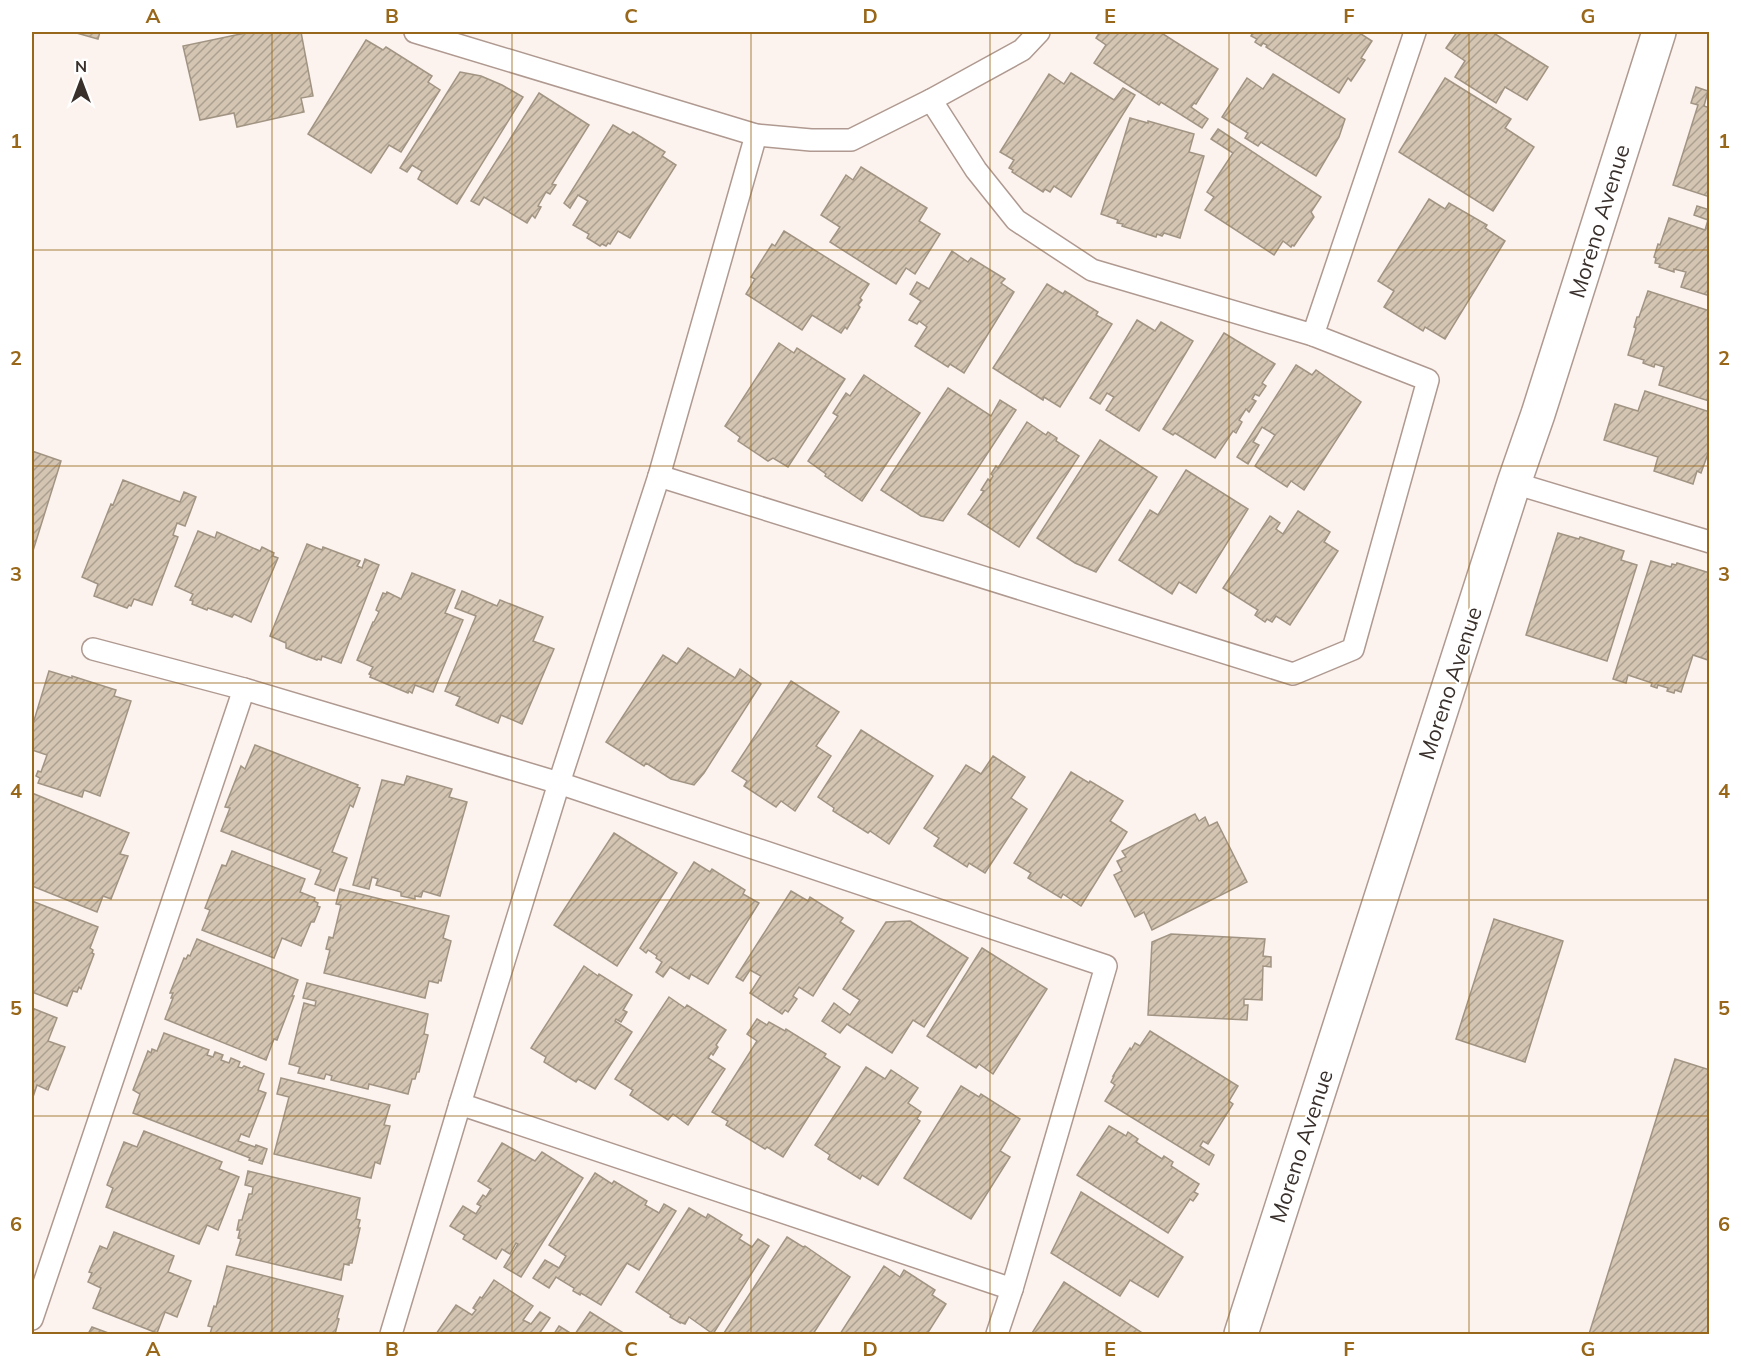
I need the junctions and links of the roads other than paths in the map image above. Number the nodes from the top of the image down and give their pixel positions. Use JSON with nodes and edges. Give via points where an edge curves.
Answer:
{"nodes":[{"id":1,"x":415,"y":32,"type":"edge"},
{"id":2,"x":1039,"y":32,"type":"edge"},
{"id":3,"x":1415,"y":32,"type":"edge"},
{"id":4,"x":1659,"y":32,"type":"edge"},
{"id":5,"x":932,"y":100,"type":"junction"},
{"id":6,"x":756,"y":135,"type":"junction"},
{"id":7,"x":1313,"y":335,"type":"junction"},
{"id":8,"x":658,"y":476,"type":"junction"},
{"id":9,"x":1514,"y":483,"type":"junction"},
{"id":10,"x":1710,"y":542,"type":"edge"},
{"id":11,"x":93,"y":649,"type":"dead end"},
{"id":12,"x":244,"y":689,"type":"junction"},
{"id":13,"x":559,"y":783,"type":"junction"},
{"id":14,"x":460,"y":1104,"type":"junction"},
{"id":15,"x":1012,"y":1289,"type":"junction"},
{"id":16,"x":32,"y":1319,"type":"edge"},
{"id":17,"x":391,"y":1335,"type":"edge"},
{"id":18,"x":997,"y":1335,"type":"edge"},
{"id":19,"x":1241,"y":1335,"type":"edge"}],
"edges":[{"from":1,"to":6,"type":"lane"},
{"from":2,"to":5,"type":"lane","via":[[1022,50]]},
{"from":3,"to":7,"type":"lane"},
{"from":4,"to":9,"type":"street","name":"Moreno Avenue"},
{"from":5,"to":6,"type":"lane","via":[[851,140]]},
{"from":5,"to":7,"type":"lane","via":[[976,170],[1016,220],[1092,270]]},
{"from":6,"to":8,"type":"lane"},
{"from":7,"to":8,"type":"lane","via":[[1428,380],[1353,649],[1293,674]]},
{"from":8,"to":13,"type":"lane"},
{"from":9,"to":10,"type":"lane"},
{"from":9,"to":19,"type":"street","name":"Moreno Avenue"},
{"from":11,"to":12,"type":"lane"},
{"from":12,"to":13,"type":"lane"},
{"from":12,"to":16,"type":"lane"},
{"from":13,"to":14,"type":"lane"},
{"from":13,"to":15,"type":"lane","via":[[1106,966]]},
{"from":14,"to":15,"type":"lane"},
{"from":14,"to":17,"type":"lane"},
{"from":15,"to":18,"type":"lane"}]}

[Task directions]:
Among the lines of the material, find those that hold the word "edges" and copy them.

[Reply to the exercise]:
I need the junctions and links of the roads other than paths in the map image above. Number the nodes from the top of the image down and give their pixel positions. Use JSON with nodes and edges. Give via points where an edge curves.
"edges":[{"from":1,"to":6,"type":"lane"},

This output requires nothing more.